States

Overview

States are the "currency" of Prefect. All information about tasks and flows is transmitted via rich State objects. While you don't need to know the details of the state system to use Prefect, you can give your workflows superpowers by taking advantage of it.

At any moment, you can learn anything you need to know about a task or flow by examining its current state or the history of its states. For example, a state could tell you:

  • that a task is scheduled to make a third run attempt in an hour
  • that a task succeeded and what data it produced
  • that a task is paused and waiting for a user to resume it
  • that a task's output is cached and will be reused on future runs
  • that a task failed because it timed out
  • etc. etc.

By manipulating a relatively small number of task states, Prefect workflows can harness this emergent complexity.

Only runs have states

Though we often refer to the "state" of a flow or a task, what we really mean is the state of a flow run or a task run. Flows and tasks are templates that describe what a system does; only when we run the system does it also take on a state. So while we might refer to a task as "running" or being "successful", we really mean that a specific instance of the task is in that state.

State objects

All State objects have three important characteristics: a type, message, and result. Some states have additional fields, as well. For example, a Retrying state has a field that says when the task should be retried.

Messages

State messages usually explain why the state was entered. In the case of Failed states, they often contain the error message associated with the failure.

Success(message="The task succeeded!")

or

Pending(message="This task is waiting to start")

Results

State results carry data associated with the state. For task Success states, this is the data produced by the task. For Failed states, it is often the Python Exception object that led to the failure.

Failed results

Because all states have a result field, it means that tasks can work with the results of failed upstream tasks. This may seem surprising, but it's incredibly powerful. For example, a task that runs after a failed task could look at the failed result to see exactly why the failure took place. A task following a skipped task could receive a message indicating why the task was skipped.

To be clear: the default trigger will not run tasks that follow failed tasks, so users will have to opt-in to this functionality.

State types

There are three main types of states: Pending, Running, and Finished. Flows and tasks typically progress through them in that order, possibly more than once. Each state type has many children. For example, Scheduled and Retrying are both Pending states; Success and Failed are both Finished states.

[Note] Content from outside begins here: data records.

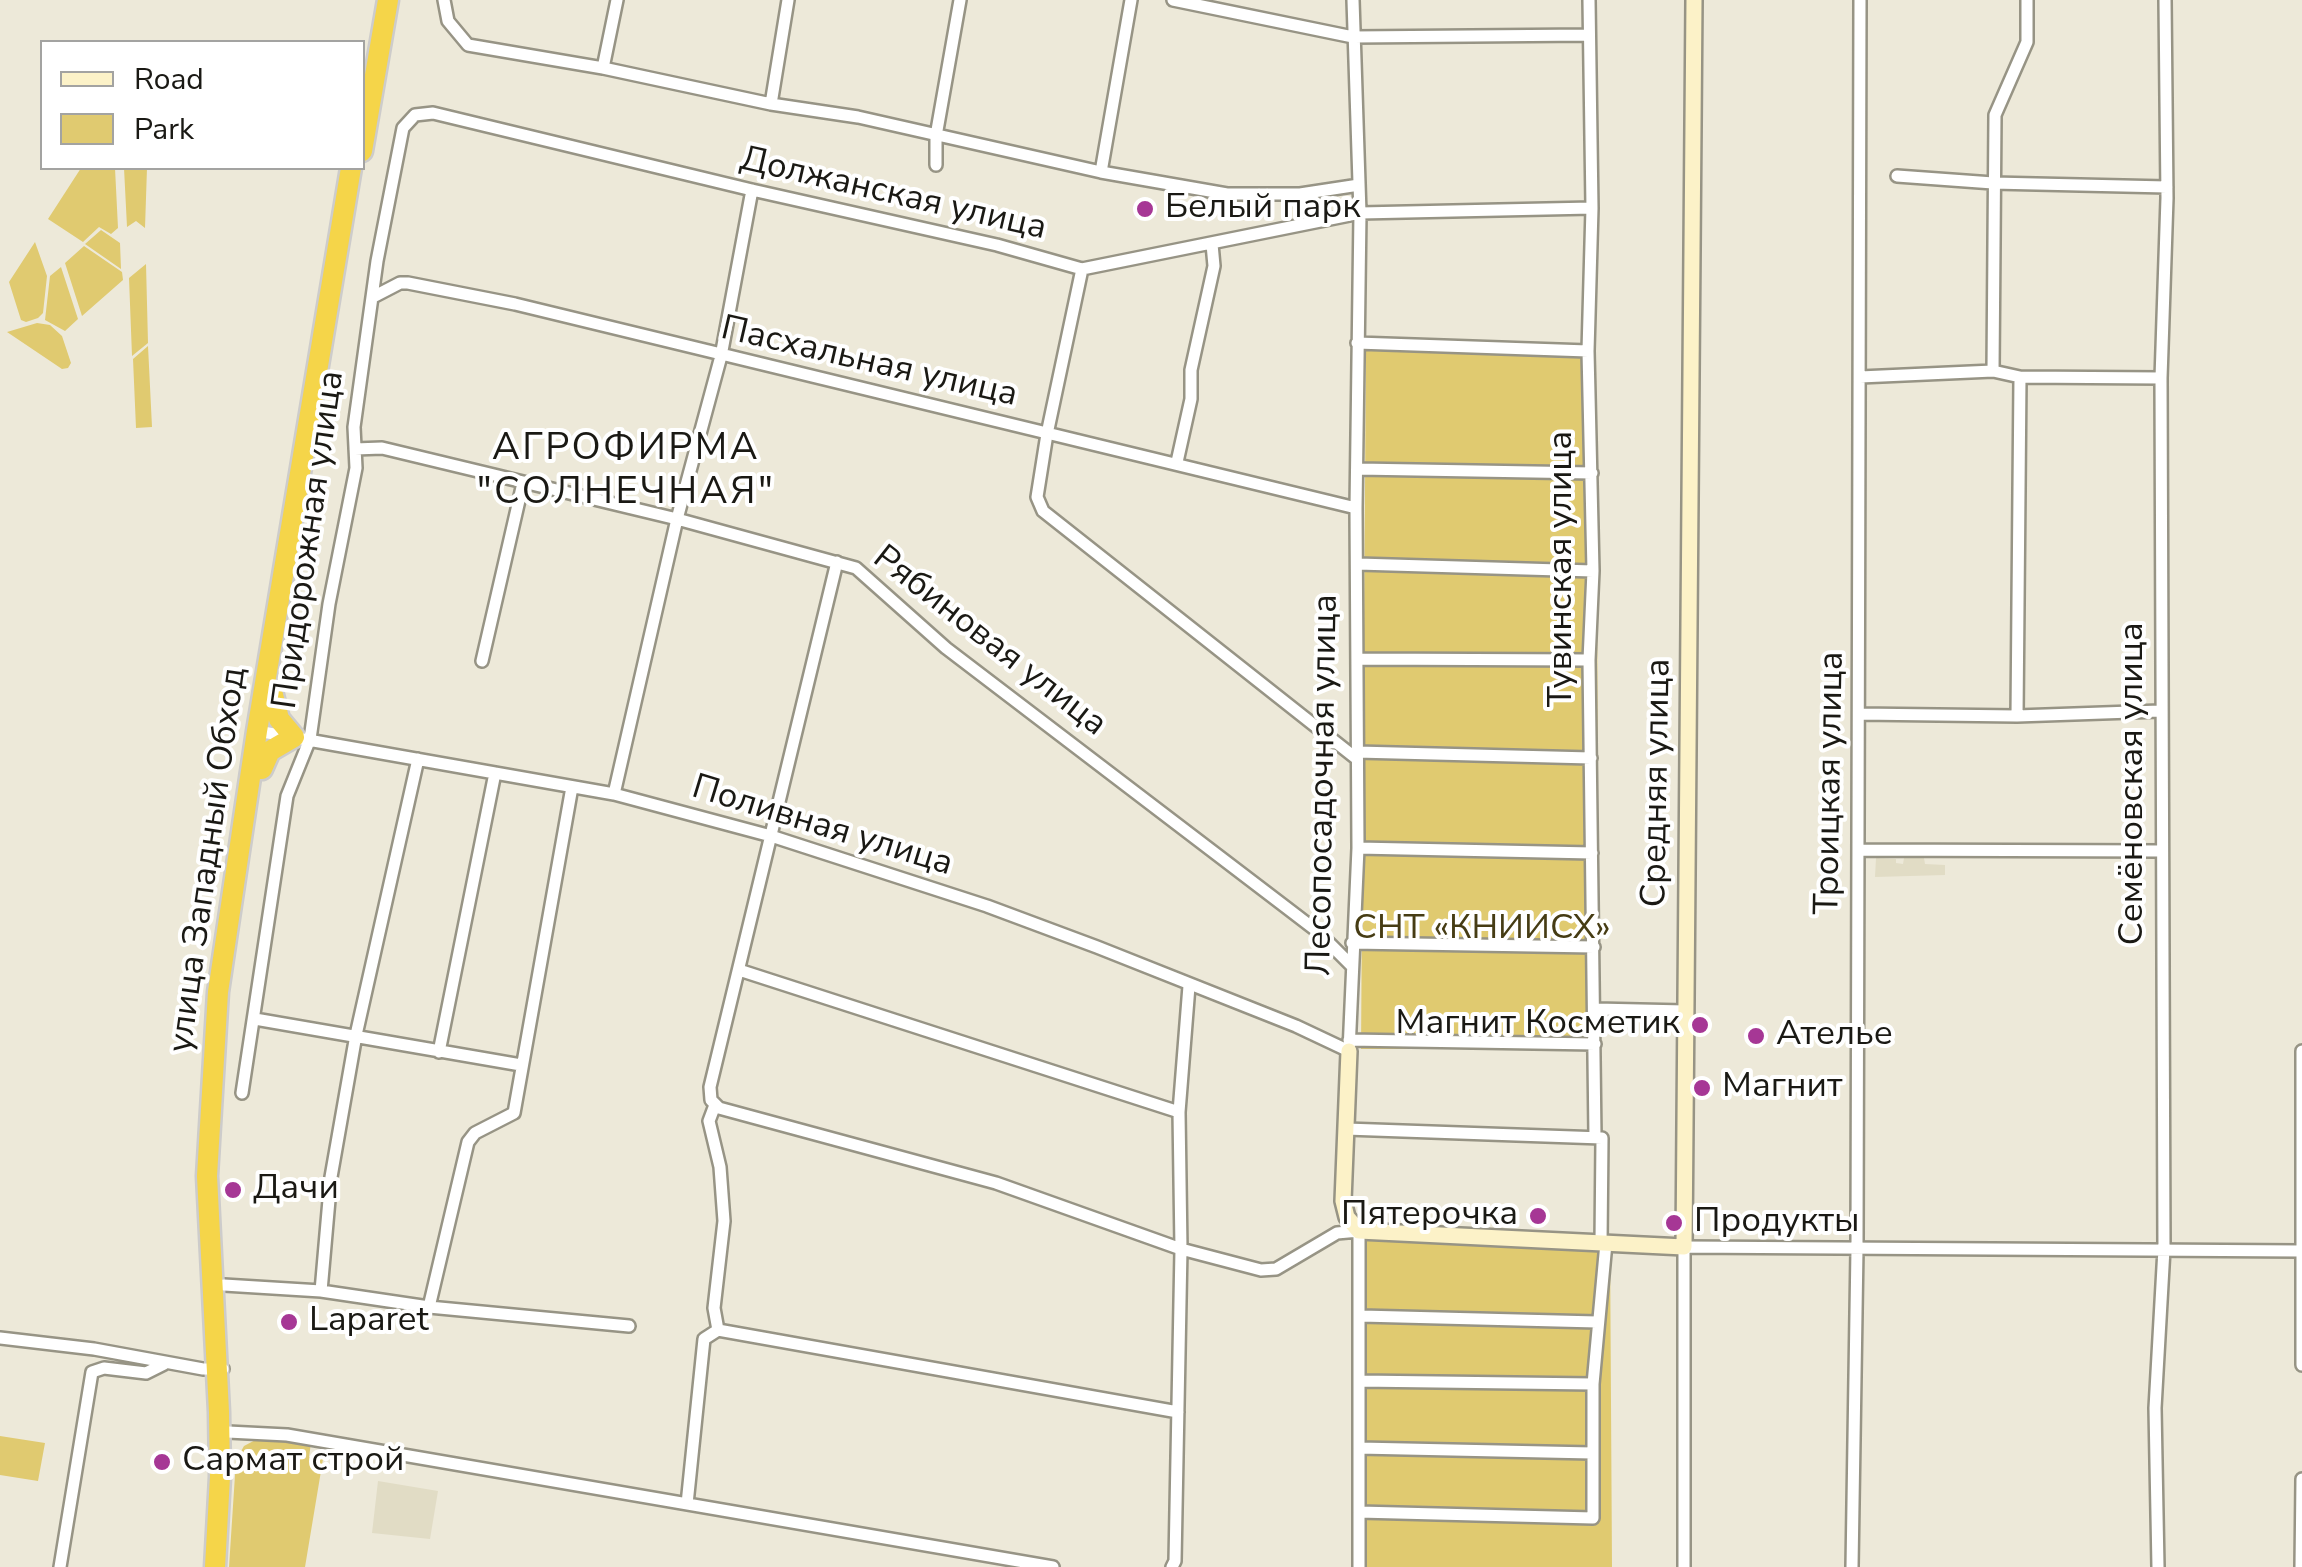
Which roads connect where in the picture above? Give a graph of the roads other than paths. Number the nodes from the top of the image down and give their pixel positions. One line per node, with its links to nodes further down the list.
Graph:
1 (379, 0): 18 (highway)
2 (388, 0): 21 (highway)
3 (444, 0): 17 (street, Должанская улица)
4 (617, 0): 17 (street)
5 (788, 0): 19 (street)
6 (960, 0): 22 (street)
7 (1131, 0): 26 (street)
8 (1173, 0): 16 (street)
9 (1353, 0): 16 (street, Лесопосадочная улица)
10 (1589, 0): 15 (street, Тувинская улица)
11 (1694, 0): 82 (street, Средняя улица)
12 (1860, 0): 41 (street, Троицкая улица)
13 (2027, 0): 28 (street)
14 (2165, 0): 30 (street, Семёновская улица)
15 (1589, 35): 16 (street); 32 (street, Тувинская улица)
16 (1353, 37): 29 (street, Лесопосадочная улица)
17 (603, 68): 19 (street, Должанская улица)
18 (365, 82)
19 (772, 104): 22 (street, Должанская улица)
20 (415, 115): 31 (street, Должанская улица); 36 (street, Придорожная улица)
21 (365, 134)
22 (936, 136): 23 (street); 26 (street, Должанская улица)
23 (936, 165)
24 (351, 170): 62 (highway, улица Западный Обход)
25 (360, 170): 58 (highway, улица Западный Обход)
26 (1102, 172): 29 (street, Должанская улица)
27 (1897, 176): 28 (street)
28 (1993, 183): 30 (street); 40 (street)
29 (1360, 185): 33 (street, Лесопосадочная улица)
30 (2167, 187): 43 (street, Семёновская улица)
31 (752, 190): 35 (street, Должанская улица); 39 (street)
32 (1592, 208): 33 (street, Должанская улица); 38 (street, Тувинская улица)
33 (1360, 213): 34 (street, Должанская улица); 37 (street, Лесопосадочная улица)
34 (1212, 244): 35 (street, Должанская улица); 46 (street)
35 (1082, 268): 44 (street)
36 (373, 297): 39 (street, Пасхальная улица); 45 (street, Придорожная улица)
37 (1357, 343): 38 (street); 47 (street, Лесопосадочная улица)
38 (1588, 351): 48 (street, Тувинская улица)
39 (721, 356): 44 (street, Пасхальная улица); 51 (street)
40 (1993, 372): 41 (street); 42 (street)
41 (1860, 377): 60 (street, Троицкая улица)
42 (2020, 377): 43 (street); 61 (street)
43 (2161, 378): 59 (street, Семёновская улица)
44 (1047, 434): 46 (street, Пасхальная улица); 64 (street)
45 (355, 449): 49 (street, Рябиновая улица); 63 (street, Придорожная улица)
46 (1177, 462): 50 (street, Пасхальная улица)
47 (1358, 469): 48 (street); 50 (street, Лесопосадочная улица)
48 (1592, 473): 54 (street, Тувинская улица)
49 (523, 483): 51 (street, Рябиновая улица); 57 (street)
50 (1356, 508): 53 (street, Лесопосадочная улица)
51 (677, 519): 52 (street, Рябиновая улица); 70 (street)
52 (838, 562): 71 (street); 78 (street, Рябиновая улица)
53 (1358, 564): 54 (street); 55 (street, Лесопосадочная улица)
54 (1593, 571): 56 (street, Тувинская улица)
55 (1357, 660): 56 (street); 64 (street, Лесопосадочная улица)
56 (1589, 660): 65 (street, Тувинская улица)
57 (482, 661)
58 (273, 695): 62 (highway, улица Западный Обход); 63 (highway)
59 (2160, 711): 61 (street); 74 (street, Семёновская улица)
60 (1859, 714): 61 (street); 73 (street, Троицкая улица)
61 (2017, 716)
62 (262, 732): 63 (street, Поливная улица); 67 (highway, улица Западный Обход); 113 (highway, улица Западный Обход)
63 (302, 738): 66 (street, Поливная улица); 67 (highway); 83 (street, Придорожная улица)
64 (1356, 756): 65 (street); 72 (street, Лесопосадочная улица)
65 (1591, 758): 75 (street, Тувинская улица)
66 (418, 759): 68 (street, Поливная улица); 84 (street)
67 (262, 769): 103 (highway, улица Западный Обход)
68 (495, 774): 69 (street, Поливная улица); 88 (street)
69 (572, 787): 70 (street, Поливная улица); 89 (street)
70 (614, 794): 71 (street, Поливная улица)
71 (770, 836): 79 (street); 80 (street, Поливная улица)
72 (1358, 848): 75 (street); 76 (street, Лесопосадочная улица)
73 (1858, 850): 74 (street); 100 (street, Троицкая улица)
74 (2162, 851): 101 (street, Семёновская улица)
75 (1592, 853): 77 (street, Тувинская улица)
76 (1352, 943): 77 (street); 78 (street, Лесопосадочная улица)
77 (1594, 947): 81 (street, Тувинская улица)
78 (1352, 966): 86 (street, Лесопосадочная улица)
79 (740, 970): 92 (street); 93 (street)
80 (1189, 986): 86 (street, Поливная улица); 93 (street)
81 (1596, 1009): 82 (street); 85 (street, Тувинская улица)
82 (1685, 1012): 98 (street, Средняя улица)
83 (255, 1020): 84 (street); 91 (street, Придорожная улица)
84 (356, 1035): 88 (street); 104 (street)
85 (1595, 1044): 86 (street); 95 (street, Тувинская улица)
86 (1349, 1046): 94 (street, Лесопосадочная улица)
87 (2302, 1051): 90 (street)
88 (439, 1052): 89 (street)
89 (520, 1065): 105 (street)
90 (2302, 1091): 102 (street)
91 (242, 1093)
92 (713, 1102): 99 (street); 109 (street)
93 (1179, 1112): 99 (street)
94 (1346, 1129): 95 (street); 96 (street, Лесопосадочная улица)
95 (1599, 1138): 97 (street, Тувинская улица)
96 (1359, 1232): 97 (street); 99 (street); 106 (street, Лесопосадочная улица)
97 (1603, 1243): 98 (street); 107 (street, Тувинская улица)
98 (1684, 1247): 100 (street); 129 (street, Средняя улица)
99 (1181, 1249): 116 (street)
100 (1857, 1249): 101 (street); 130 (street, Троицкая улица)
101 (2164, 1249): 102 (street); 131 (street, Семёновская улица)
102 (2300, 1251): 112 (street)
103 (224, 1285): 104 (street); 113 (highway, улица Западный Обход)
104 (321, 1292): 105 (street)
105 (429, 1307): 108 (street)
106 (1362, 1316): 107 (street); 114 (street, Лесопосадочная улица)
107 (1598, 1322): 115 (street, Тувинская улица)
108 (629, 1326)
109 (718, 1330): 116 (street); 121 (street)
110 (0, 1338): 111 (street)
111 (164, 1364): 113 (street); 123 (street)
112 (2302, 1365)
113 (221, 1369): 117 (highway, улица Западный Обход); 124 (highway, улица Западный Обход)
114 (1359, 1381): 115 (street); 118 (street, Лесопосадочная улица)
115 (1593, 1384): 119 (street, Тувинская улица)
116 (1178, 1412): 127 (street)
117 (228, 1432): 121 (street); 125 (highway, улица Западный Обход)
118 (1359, 1448): 119 (street); 122 (street, Лесопосадочная улица)
119 (1592, 1453): 122 (street, Тувинская улица)
120 (2302, 1479): 132 (street)
121 (687, 1504): 126 (street)
122 (1360, 1512): 128 (street, Лесопосадочная улица)
123 (60, 1567)
124 (215, 1567)
125 (226, 1567)
126 (1053, 1567)
127 (1172, 1567)
128 (1359, 1567)
129 (1684, 1567)
130 (1852, 1567)
131 (2158, 1567)
132 (2301, 1567)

At each stage of the execution pipeline, the current state determines what actions are taken. For example, if you attempt to run a task in a Success state it will simply exit the pipeline, because Finished states are never re-run. If you attempt to run a task in a Retrying state, it will proceed only as long as the state's scheduled retry time has already passed. In this way, states carry all of the critical information the Prefect engine uses to make decisions about workflow logic.

Meta-states

There's actually a fourth kind of state, called a MetaState, but it doesn't affect the execution pipeline. Instead, meta-states are used by Prefect to enhance existing states with additional information. For example, two meta-states are Submitted and Queued. These are used to "wrap" other states in a way that makes the original state recoverable. For example, a Scheduled state might be put into a Submitted state to indicate that it's been submitted for execution, but the original Scheduled state is needed by the engine to perform runtime logic. By wrapping the Scheduled state with the Submitted meta-state, rather than replacing it, the engine is able to recover the original information it needs.

State handlers & callbacks

It is often desirable to take action when a certain event happens, for example when a task fails. Prefect provides state_handlers for this purpose. Flows and Tasks may have one or more state handler functions that are called whenever the task's state changes. The signature of a state handler is:

    def state_handler(obj: Union[Flow, Task], old_state: State, new_state: State) -> State:
        return new_state

Whenever the task's state changes, the handler will be called with the task itself, the old (previous) state, and then new (current) state. The handler must return a State object, which is used as the task's new state. This provides an opportunity to either react to certain states or even modify them. If multiple handlers are provided, then they are called in sequence with the state returned by one becoming the new_state value of the next.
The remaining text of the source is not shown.